== Segment start ==

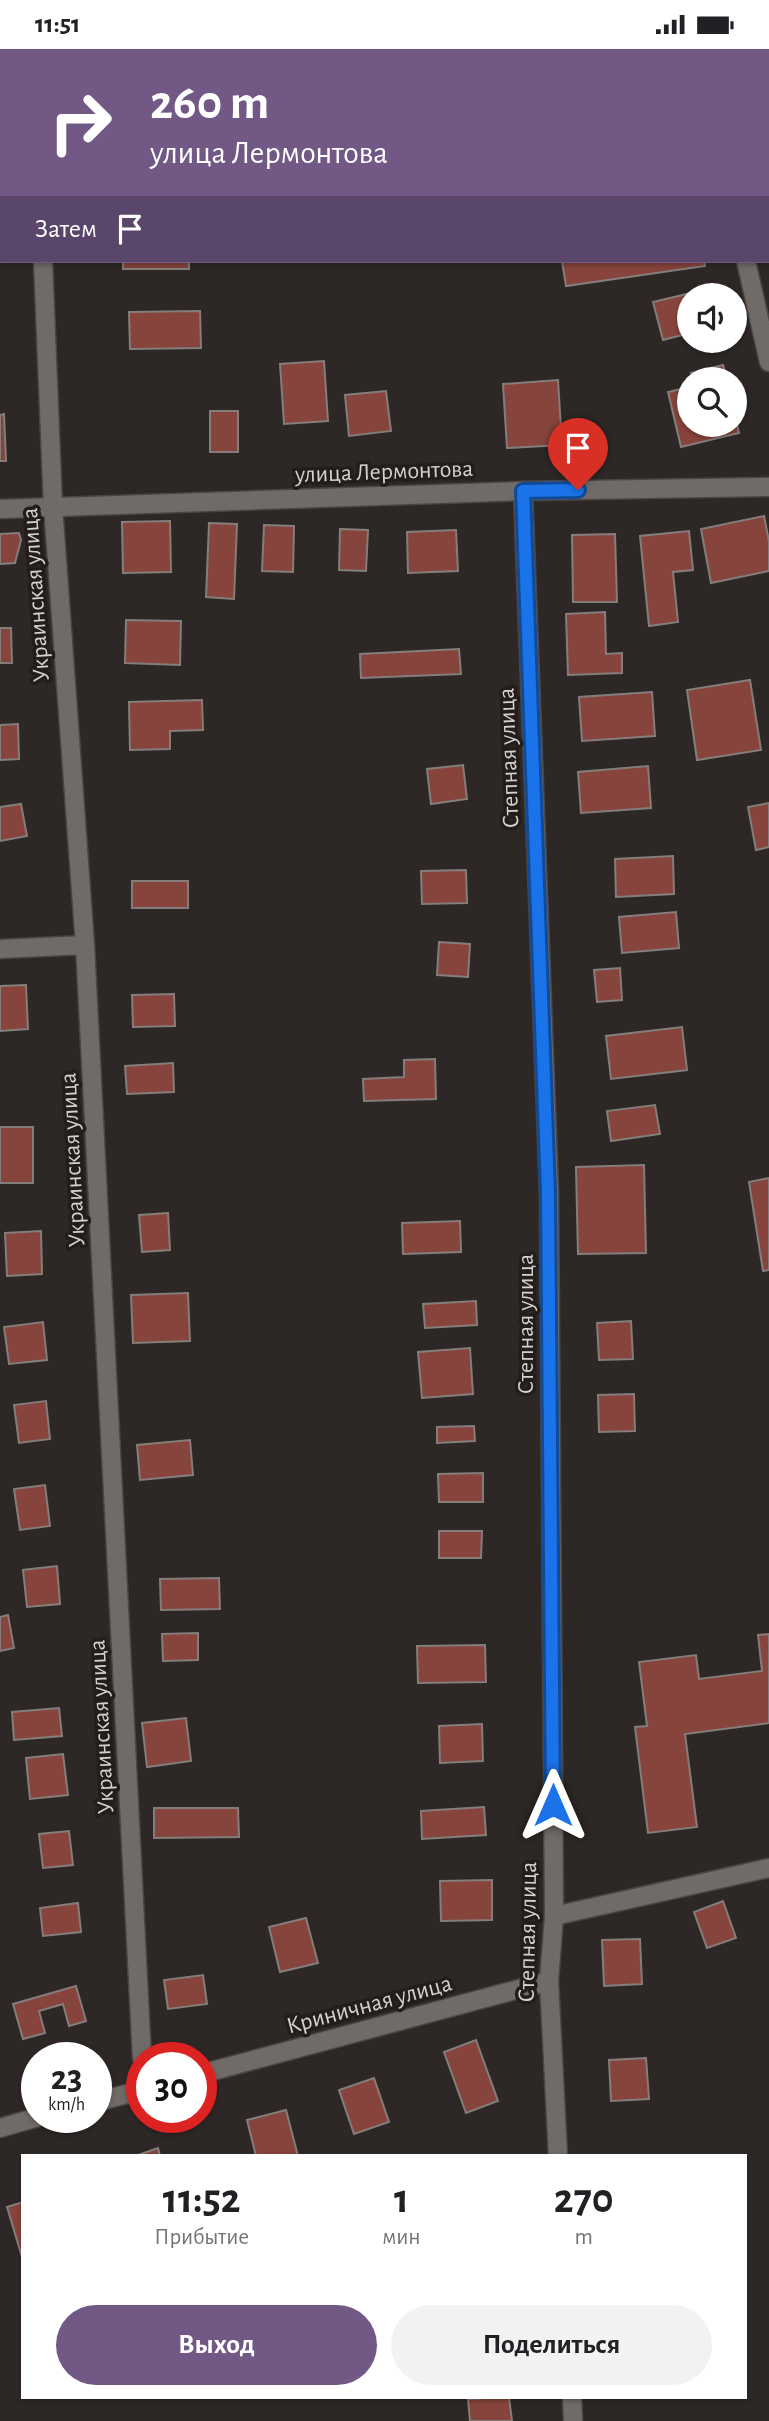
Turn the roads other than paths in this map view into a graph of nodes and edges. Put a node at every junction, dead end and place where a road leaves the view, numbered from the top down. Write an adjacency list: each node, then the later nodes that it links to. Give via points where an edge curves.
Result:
1 (43, 263): 6 (street, Украинская улица)
2 (746, 263): 3 (street)
3 (769, 362)
4 (769, 487): 5 (street, улица Лермонтова)
5 (523, 491): 6 (street, улица Лермонтова); 11 (street, Степная улица, via 548,1192)
6 (53, 506): 7 (street, улица Лермонтова); 8 (street, Украинская улица)
7 (0, 509)
8 (85, 945): 9 (street); 13 (street, Украинская улица)
9 (0, 949)
10 (769, 1868): 11 (street)
11 (554, 1916): 12 (street, Степная улица)
12 (549, 1981): 14 (street, Криничная улица); 17 (street, Степная улица)
13 (141, 2042)
14 (217, 2070)
15 (21, 2122): 16 (street)
16 (0, 2128)
17 (558, 2154)
18 (572, 2399): 19 (street)
19 (573, 2421)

== Segment end ==

The entire listing above, word for word and without pictures, is what should be output.

Solution to the exercise
Turn the roads other than paths in this map view into a graph of nodes and edges. Put a node at every junction, dead end and place where a road leaves the view, numbered from the top down. Write an adjacency list: each node, then the later nodes that it links to. Give via points where an edge curves.
Result:
1 (43, 263): 6 (street, Украинская улица)
2 (746, 263): 3 (street)
3 (769, 362)
4 (769, 487): 5 (street, улица Лермонтова)
5 (523, 491): 6 (street, улица Лермонтова); 11 (street, Степная улица, via 548,1192)
6 (53, 506): 7 (street, улица Лермонтова); 8 (street, Украинская улица)
7 (0, 509)
8 (85, 945): 9 (street); 13 (street, Украинская улица)
9 (0, 949)
10 (769, 1868): 11 (street)
11 (554, 1916): 12 (street, Степная улица)
12 (549, 1981): 14 (street, Криничная улица); 17 (street, Степная улица)
13 (141, 2042)
14 (217, 2070)
15 (21, 2122): 16 (street)
16 (0, 2128)
17 (558, 2154)
18 (572, 2399): 19 (street)
19 (573, 2421)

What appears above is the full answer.